Data provided
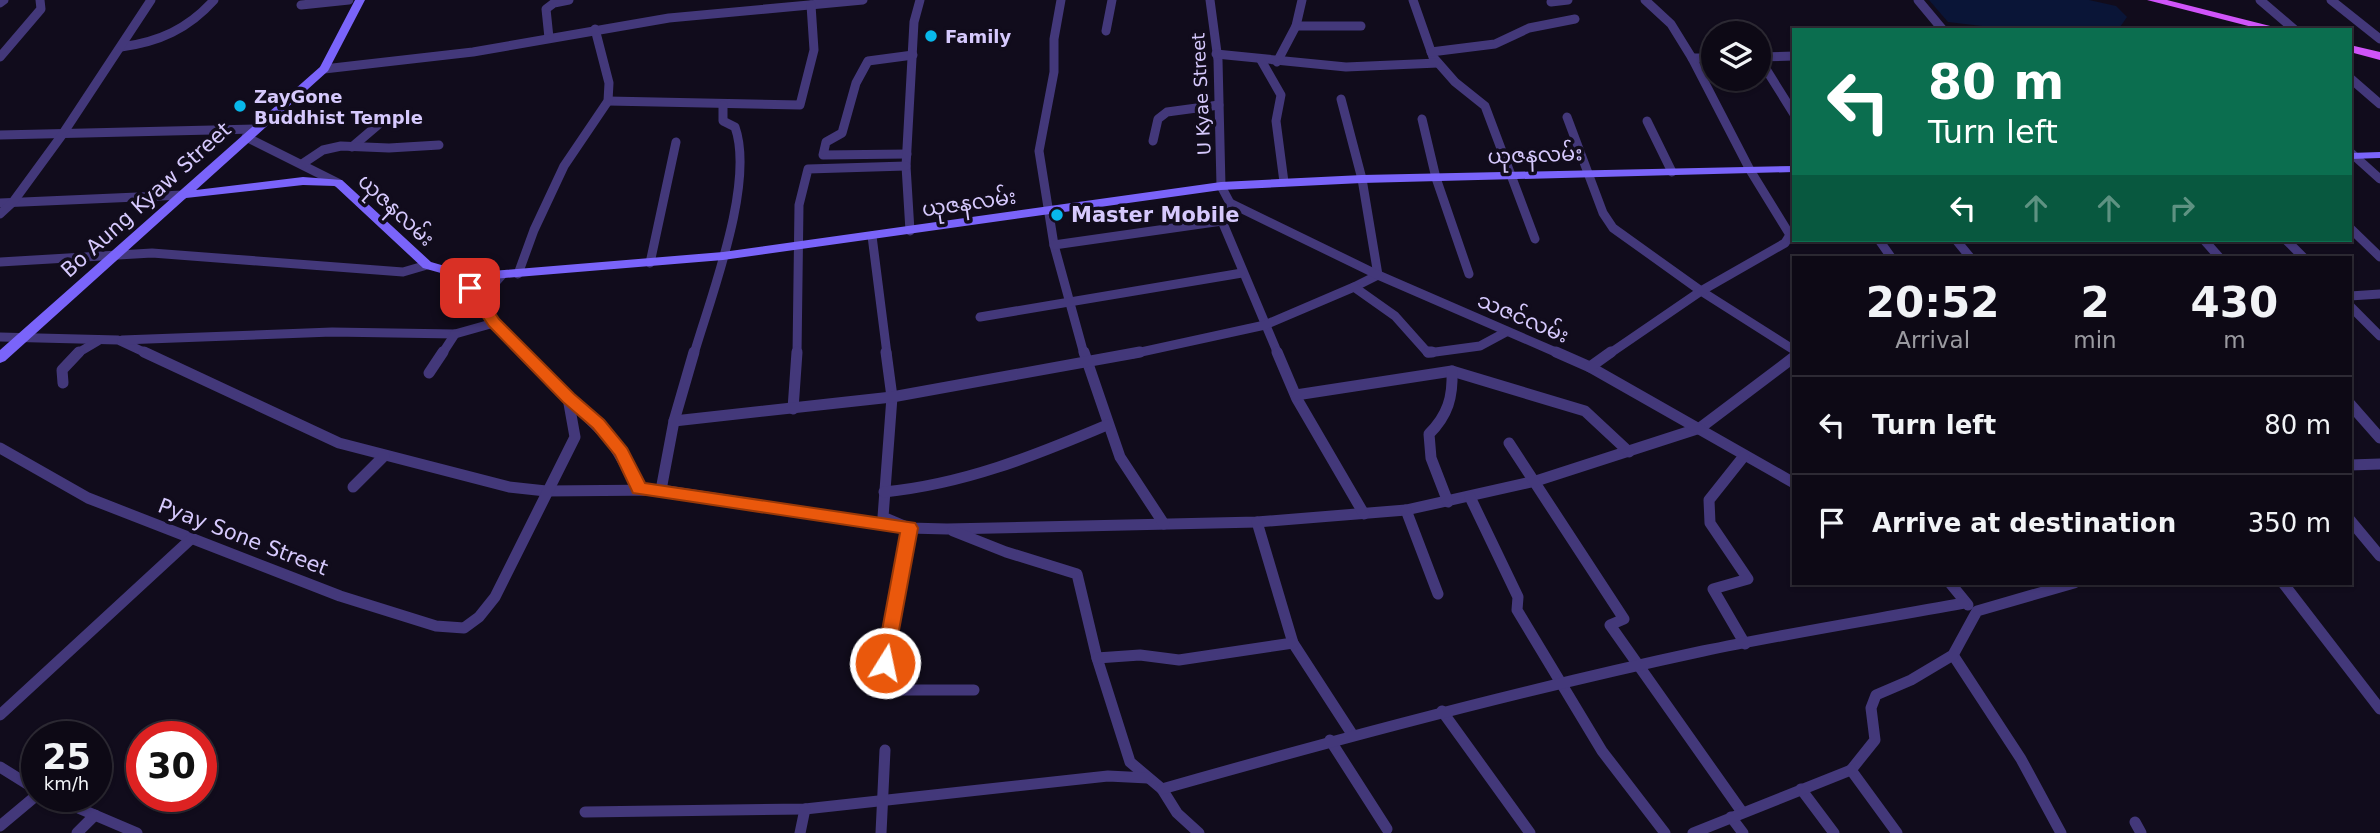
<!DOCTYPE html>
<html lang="en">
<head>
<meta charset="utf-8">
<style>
  :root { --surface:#0d0915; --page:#16121e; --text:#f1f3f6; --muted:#9a9aa0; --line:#2d2a34 }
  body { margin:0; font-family:"DejaVu Sans","Noto Sans Myanmar",sans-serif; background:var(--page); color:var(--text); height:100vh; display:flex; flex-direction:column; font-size:26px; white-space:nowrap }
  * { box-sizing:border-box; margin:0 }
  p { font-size:23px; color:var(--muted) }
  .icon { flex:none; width:38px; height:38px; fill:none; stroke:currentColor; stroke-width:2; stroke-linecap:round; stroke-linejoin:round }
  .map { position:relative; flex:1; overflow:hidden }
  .sheet { position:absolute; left:1792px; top:256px; width:560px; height:329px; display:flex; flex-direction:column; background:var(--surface); border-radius:0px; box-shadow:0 2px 5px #0004,0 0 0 2px var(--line) }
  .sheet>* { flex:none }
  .hud { position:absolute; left:1792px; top:28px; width:560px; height:214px; border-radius:0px; box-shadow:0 2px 5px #0004,0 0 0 2px var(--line); background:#0b6e4f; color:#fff; overflow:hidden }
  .tools { position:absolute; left:1701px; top:21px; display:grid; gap:14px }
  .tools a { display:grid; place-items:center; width:70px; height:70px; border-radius:50%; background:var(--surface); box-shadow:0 2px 5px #0004,0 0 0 2px var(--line); font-size:35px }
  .speed { position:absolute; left:21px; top:721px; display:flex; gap:14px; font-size:35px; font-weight:700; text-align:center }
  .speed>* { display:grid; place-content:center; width:91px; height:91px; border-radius:50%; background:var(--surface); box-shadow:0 2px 5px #0004,0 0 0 2px var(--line); line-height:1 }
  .speed small { font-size:18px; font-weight:400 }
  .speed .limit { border:10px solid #d22; background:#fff; color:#111 }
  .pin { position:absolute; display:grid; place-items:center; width:60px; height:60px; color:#fff; margin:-30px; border-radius:14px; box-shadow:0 4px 10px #0006 }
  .me { position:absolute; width:77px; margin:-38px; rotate:10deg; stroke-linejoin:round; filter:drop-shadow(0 0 5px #0008) }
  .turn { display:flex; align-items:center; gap:24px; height:147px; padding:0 21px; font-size:32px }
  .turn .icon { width:91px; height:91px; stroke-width:2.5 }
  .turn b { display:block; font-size:49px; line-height:60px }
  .lanes { display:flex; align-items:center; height:66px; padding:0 21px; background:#0003; justify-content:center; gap:35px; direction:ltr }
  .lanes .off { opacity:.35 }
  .eta { display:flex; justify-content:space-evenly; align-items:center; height:119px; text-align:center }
  .eta b { font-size:42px; font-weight:700; line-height:49px }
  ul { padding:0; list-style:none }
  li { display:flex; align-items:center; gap:21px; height:98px; padding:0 21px; border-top:2px solid var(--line) }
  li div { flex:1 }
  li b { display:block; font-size:26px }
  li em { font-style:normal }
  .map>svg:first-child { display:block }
  .water { fill:#0a1537 }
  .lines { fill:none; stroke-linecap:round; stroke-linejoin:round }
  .street-far1 { stroke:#43387a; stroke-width:9 }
  .street { stroke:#43387a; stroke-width:11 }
  .secondary { fill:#7a64fa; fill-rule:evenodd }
  .primary { fill:#d054f9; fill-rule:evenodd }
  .route { fill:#ea580c; stroke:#983908; stroke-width:2 }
  .poi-dot { fill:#08b8eb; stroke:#110c1c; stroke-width:2.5 }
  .labels { text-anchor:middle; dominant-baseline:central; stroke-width:7; stroke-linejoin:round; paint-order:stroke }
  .far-poi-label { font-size:18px; font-weight:bold; fill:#d6c9fd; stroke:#110c1c; text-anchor:start }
  .far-street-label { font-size:18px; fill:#d6c9fd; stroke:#110c1c }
  .street-label { font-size:21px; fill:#d6c9fd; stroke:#110c1c }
  .poi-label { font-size:21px; font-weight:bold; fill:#d6c9fd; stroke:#110c1c; text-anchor:start }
</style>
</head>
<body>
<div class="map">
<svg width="2380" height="833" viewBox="0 0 2380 833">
  <rect width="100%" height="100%" fill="#110c1c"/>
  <!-- water -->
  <polygon class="water" points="1929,0 2089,0 2116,6 2127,17 2118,30 2016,30 1948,22"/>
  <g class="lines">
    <!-- street-far1 -->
    <g class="street-far1">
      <polyline points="1061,0 1054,39 1054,72 1039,151 1054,245 1084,354"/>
      <polyline points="1210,0 1218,60 1221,186 1230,203 1222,221 1278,354"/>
      <polyline points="1413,0 1433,57 1455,82 1485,106 1535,239"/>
      <polyline points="1918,0 1943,30"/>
      <polyline points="2260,0 2295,30"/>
      <polyline points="2331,0 2380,39"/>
      <polyline points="1551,2 1568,0"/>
      <polyline points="0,3 4,0"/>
      <polyline points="301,5 349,0"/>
      <polyline points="1737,24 1743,33"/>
      <polyline points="1296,26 1361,26"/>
      <polyline points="1106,31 1112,0"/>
      <polyline points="549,38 546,9 554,3 569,0"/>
      <path d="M121,47c38,-5 67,-18 93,-47"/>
      <polyline points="1431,52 1495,44 1529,28 1575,19"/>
      <polyline points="1216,54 1346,67 1438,63"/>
      <polyline points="0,57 41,9 40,0"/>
      <polyline points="1759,57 1794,56"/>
      <polyline points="1692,58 1713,58"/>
      <polyline points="1759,58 1794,114"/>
      <polyline points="1261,60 1281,95 1276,121 1284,182"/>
      <polyline points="1277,62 1296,26 1302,0"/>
      <polyline points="324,69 473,52 669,18 863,0"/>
      <polyline points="2350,78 2380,104"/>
      <polyline points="1341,99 1362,179 1378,275 1354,287"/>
      <polyline points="608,101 800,105 814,50 811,5"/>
      <polyline points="1567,117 1603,213 1613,228 1701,291 1794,350"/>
      <polyline points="1422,119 1436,178 1469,274"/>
      <polyline points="1647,121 1672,172"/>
      <polyline points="0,135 255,129"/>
      <polyline points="246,137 338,183"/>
      <polyline points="1153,141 1158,119 1167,112 1219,105"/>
      <polyline points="352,147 379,124"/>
      <polyline points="2350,152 2380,179"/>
      <polyline points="907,154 823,155 826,142 842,133 856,83 868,61 913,55"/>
      <polyline points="302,164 323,150 341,146 389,148 439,145"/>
      <polyline points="0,203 183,195"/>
      <polyline points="1230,203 1378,275 1560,354"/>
      <polyline points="0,214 13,202 62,135 151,0"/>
      <polyline points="2350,228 2380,257"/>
      <polyline points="910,231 906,166 914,22 920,0"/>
      <polyline points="872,236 887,354"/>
      <polyline points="1879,240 1891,257"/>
      <polyline points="1956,240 1970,257"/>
      <polyline points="2204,240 2219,257"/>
      <polyline points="2286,240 2303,257"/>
      <polyline points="1054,245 1222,221"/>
      <polyline points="0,262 152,253 403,272 427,265"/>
      <polyline points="650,263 676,142"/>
      <polyline points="518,274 534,230 564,166 608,101 609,83 595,29"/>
      <polyline points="462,275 479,301"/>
      <polyline points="2350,296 2380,294"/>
      <polyline points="2350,306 2380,336"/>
      <polyline points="980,317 1242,273"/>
      <polyline points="494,323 525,354"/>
      <polyline points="0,337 118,340 148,354"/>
      <polyline points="122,340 332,332 455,334 494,323 479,301 502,275"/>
      <polyline points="76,354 98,341"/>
      <polyline points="442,354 455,334"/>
      <path d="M694,354c17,-58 61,-171 41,-227l-12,-6v-16"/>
      <polyline points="797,354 799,205 808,169 906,166"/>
      <polyline points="1132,354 1265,325 1354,287 1395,316 1428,353 1480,346 1506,332"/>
      <polyline points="1609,354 1701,291 1785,243 1790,235 1750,170 1692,58 1671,24 1645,0"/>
    </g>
    <!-- street -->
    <g class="street">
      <polyline points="144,352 339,443 509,487 546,491 661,490 909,528 947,529 1257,522 1406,510 1536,481 1700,428 1794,357"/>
      <polyline points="886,352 892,397 883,517 909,528 880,690 974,690"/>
      <polyline points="1084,352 1120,457 1164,524"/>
      <polyline points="1277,352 1297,399 1364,514"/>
      <polyline points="1428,352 1432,352"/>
      <polyline points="1556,352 1590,367 1794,483"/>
      <polyline points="1590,367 1611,352"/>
      <polyline points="429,373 443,352"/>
      <polyline points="63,383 62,370 79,352"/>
      <polyline points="1296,395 1452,371 1585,411 1629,452"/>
      <polyline points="568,398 610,439 639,488"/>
      <polyline points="2350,404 2380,438"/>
      <polyline points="793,409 797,352"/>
      <polyline points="674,421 892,397 1140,352"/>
      <polyline points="1509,443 1624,619 1610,625 1742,812"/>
      <polyline points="0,448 88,498 340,596 436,626 464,628 479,617 495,597 575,437 568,398 523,352"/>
      <polyline points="1744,456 1709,500 1710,523 1748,579 1713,589 1745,644"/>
      <polyline points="2350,465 2380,464"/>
      <polyline points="353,487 384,456"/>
      <polyline points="661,490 674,421 694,352"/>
      <path d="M884,492c80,-8 150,-36 223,-67"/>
      <polyline points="1470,497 1518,597 1517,610 1602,751 1665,833"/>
      <path d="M1448,502l-17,-44 -2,-24c19,-19 24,-37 23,-63"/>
      <polyline points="1406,510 1438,594"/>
      <polyline points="2350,520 2380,556"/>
      <polyline points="1257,522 1293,643 1352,734"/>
      <polyline points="953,531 1006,552 1077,574 1097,658 1130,762 1162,789 1177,813 1199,833"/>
      <polyline points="1950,583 1968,605"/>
      <polyline points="2283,583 2380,709"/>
      <polyline points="1953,655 2021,759 2061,833"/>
      <polyline points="1097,658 1140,655 1179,660 1293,643"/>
      <polyline points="1442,711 1530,833"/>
      <polyline points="0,715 192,538"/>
      <polyline points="1330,740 1387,829"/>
      <polyline points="0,767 37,790"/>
      <polyline points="1851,770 1875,740 1871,708 1876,695 1911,680 1953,655 1977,611 2074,583"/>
      <path d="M1162,789c179,-51 359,-99 541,-138 86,-18 174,-32 261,-48"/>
      <polyline points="1801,789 1834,833"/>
      <polyline points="50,796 137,833"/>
      <polyline points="585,812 805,809 1108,776 1148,778"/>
      <polyline points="1731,817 1743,833"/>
      <polyline points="2135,822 2141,833"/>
      <polyline points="0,826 37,795"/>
      <polyline points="77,833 95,815"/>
      <polyline points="800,833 805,809"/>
      <polyline points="881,833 885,750"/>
      <polyline points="1693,833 1851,770 1897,833"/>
    </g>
    <!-- secondary -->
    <g class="secondary">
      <polygon points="355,0 365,0 328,71 196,190 303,177 342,180 431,262 462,271 481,272 723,252 1221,182 1362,175 1794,166 1794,172 1362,183 1221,190 723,260 481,280 462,279 423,268 335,186 303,185 186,198 5,361 0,363 0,350 320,67"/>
      <polygon points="2380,152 2380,158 2350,159 2350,153"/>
    </g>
    <!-- primary -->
    <g class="primary">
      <polygon points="2147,0 2167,0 2286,30 2264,30"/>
      <polygon points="2350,45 2380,52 2380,60 2350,52"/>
    </g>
  </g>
  <!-- route -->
  <polygon class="route" points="470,283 476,285 499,319 574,394 604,420 627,448 645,483 915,523 918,528 892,668 885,671 879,668 876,663 900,533 633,493 615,455 593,428 563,402 489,326 463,288"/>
  <!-- markers -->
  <g class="poi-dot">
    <circle cx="931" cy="36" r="7"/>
    <circle cx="240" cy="106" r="7"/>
    <circle cx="1057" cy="215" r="7"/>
  </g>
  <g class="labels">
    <!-- far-poi labels -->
    <g class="far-poi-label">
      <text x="945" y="36">Family</text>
      <text x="254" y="96">ZayGone<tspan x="254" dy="21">Buddhist Temple</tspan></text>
    </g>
    <!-- far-street labels -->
    <g class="far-street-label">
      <text transform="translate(1201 94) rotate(-93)">U Kyae Street</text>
    </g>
    <!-- street labels -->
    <g class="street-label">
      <text transform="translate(1535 155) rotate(-2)">ယုဇနလမ်း</text>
      <text transform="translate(146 200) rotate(-42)">Bo Aung Kyaw Street</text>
      <text transform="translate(969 203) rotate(-8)">ယုဇနလမ်း</text>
      <text transform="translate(396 210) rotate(43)">ယုဇနလမ်း</text>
      <text transform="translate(1523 318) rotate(23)">သဇင်လမ်း</text>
      <text transform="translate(243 537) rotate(21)">Pyay Sone Street</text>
    </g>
    <!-- poi labels -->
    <g class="poi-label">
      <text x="1071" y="215">Master Mobile</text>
    </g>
  </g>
</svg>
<div class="tools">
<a><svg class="icon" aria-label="layers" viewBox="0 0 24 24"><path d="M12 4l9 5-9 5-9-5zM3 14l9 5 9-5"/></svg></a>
</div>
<div class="speed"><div>25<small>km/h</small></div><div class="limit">30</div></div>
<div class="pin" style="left:470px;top:288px;background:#d93025"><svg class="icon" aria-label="arrive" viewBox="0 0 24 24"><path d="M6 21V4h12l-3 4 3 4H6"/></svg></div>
<svg class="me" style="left:885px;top:663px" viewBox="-20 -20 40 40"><circle r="17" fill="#ea580c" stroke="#fff" stroke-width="3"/><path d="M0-11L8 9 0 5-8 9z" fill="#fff"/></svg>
<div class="hud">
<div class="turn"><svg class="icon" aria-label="left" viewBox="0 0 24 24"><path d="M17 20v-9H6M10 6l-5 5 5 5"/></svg><div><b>80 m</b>Turn left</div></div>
<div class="lanes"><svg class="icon" aria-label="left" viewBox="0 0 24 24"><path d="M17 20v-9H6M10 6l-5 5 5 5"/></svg><svg class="icon off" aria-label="ahead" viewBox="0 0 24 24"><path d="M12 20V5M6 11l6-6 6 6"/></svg><svg class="icon off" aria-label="ahead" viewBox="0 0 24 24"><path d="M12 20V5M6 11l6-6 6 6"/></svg><svg class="icon off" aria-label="right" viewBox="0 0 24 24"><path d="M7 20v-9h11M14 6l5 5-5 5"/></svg></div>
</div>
<section class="sheet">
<div class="eta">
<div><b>20:52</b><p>Arrival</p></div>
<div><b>2</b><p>min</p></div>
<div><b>430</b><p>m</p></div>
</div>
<ul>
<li><svg class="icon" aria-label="left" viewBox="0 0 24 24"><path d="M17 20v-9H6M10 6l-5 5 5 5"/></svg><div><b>Turn left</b></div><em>80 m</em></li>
<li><svg class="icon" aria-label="arrive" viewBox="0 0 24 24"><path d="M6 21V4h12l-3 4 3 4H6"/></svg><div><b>Arrive at destination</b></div><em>350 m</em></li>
</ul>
</section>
</div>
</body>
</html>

Work item
Copy each line of the listing that contains the string "padding".

Your solution
  .turn { display:flex; align-items:center; gap:24px; height:147px; padding:0 21px; font-size:32px }
  .lanes { display:flex; align-items:center; height:66px; padding:0 21px; background:#0003; justify-content:center; gap:35px; direction:ltr }
  ul { padding:0; list-style:none }
  li { display:flex; align-items:center; gap:21px; height:98px; padding:0 21px; border-top:2px solid var(--line) }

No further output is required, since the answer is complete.